Yeah. And I would just add another point there. I think if you look at our business, maybe, you know, 10 years ago or even eight years ago, we were really dependent on one core market, our domestic market with one core product. And today, we've got a lot of diversification, not only in our product lines, but also our geographical and even different market segments.

And so, as we see some puts and takes in different segments or products, we are seeing the evidence with international and some of these early other segments, we still feel really confident there.

Will Power -- Robert W. Baird & Co. -- Analyst

OK. No, that's good to hear. I guess, just as a quick follow-up question. Maybe circling back to international, given the strength you've had the last couple of quarters, any comments you can make with respect to pipeline from here? I'm guessing a lot of those deals you announced this quarter last when the pipeline prior to COVID, how much is COVID impacting your ability to sell there? And how does that -- what over the next several quarters?
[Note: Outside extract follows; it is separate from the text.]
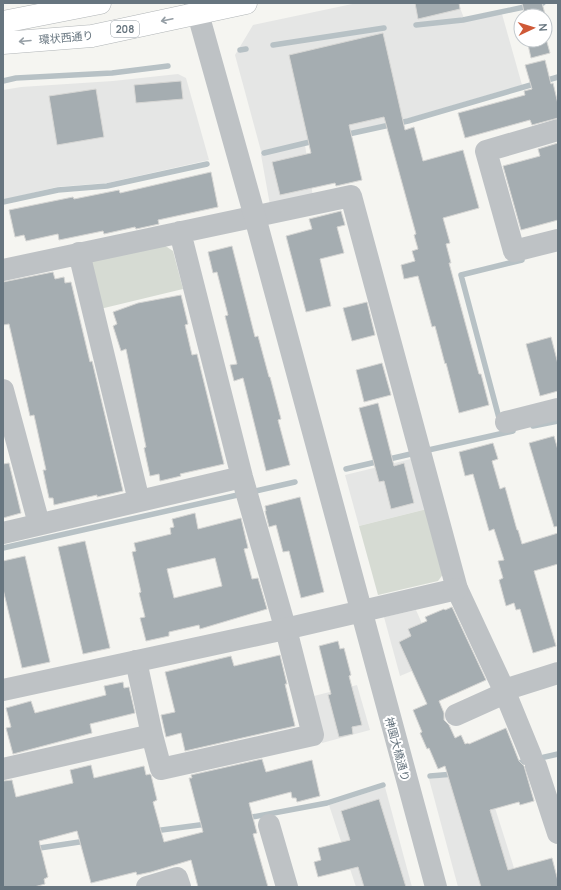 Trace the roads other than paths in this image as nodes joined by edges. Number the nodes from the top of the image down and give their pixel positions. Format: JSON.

Josh Isner -- Chief Revenue Officer -- Analyst

Yeah. Thanks a lot. So there is going to be some lumpiness in international quarter to quarter. But on a year-by-year basis, we still expect very encouraging double-digit growth out of our international revenue.

COVID, you know, it's impacted our ability to travel. But in most of our key markets now, we've got teams on the ground so it's not like folks are having to travel on planes region to region. We do have teams built out in a lot of key places and distributors supporting us in a lot of key places. So ultimately, the work that's gone into international started three,four years ago.

And so, the things that are impacting the quarter-to-quarter results, these are things that teams have been working on for quarters and quarters already. So I would expect there's going to be some lumpiness in revenue quarter to quarter internationally. But I do have a lot of confidence that we're trending in a very, very strong direction, both in terms of bookings and revenue, internationally.

Will Power -- Robert W. Baird & Co. -- Analyst

Great. Thank you.

Andrea James -- Senior Vice President of Corporate Strategy and Investor Relations

Thank you. Will, we were admiring your collection of phones in the background there. We'll take our next question from Brian Gesuale at Raymond James. Go ahead, Brian.

Brian Gesuale -- Raymond James -- Analyst

Thanks, Andrea. Just wanted to ask a question on the net retention rate, which was a really good metric of 119% of net dollars, can you maybe provide a little bit of color on how we might think of that between additional seats versus additional functionality that drives incremental ARPU? And how we might want to think about that mix as we move forward?

Jawad Ahsan -- Chief Financial Officer

Yeah. I'll -- I'll start with that one. So that's a metric that we wanted to introduce for some time now. It's something we've been tracking for a while and we felt confident that you have enough data and enough sort of a history there to be able to start to publish it, and we feel very confident that number will hopefully tick up over time.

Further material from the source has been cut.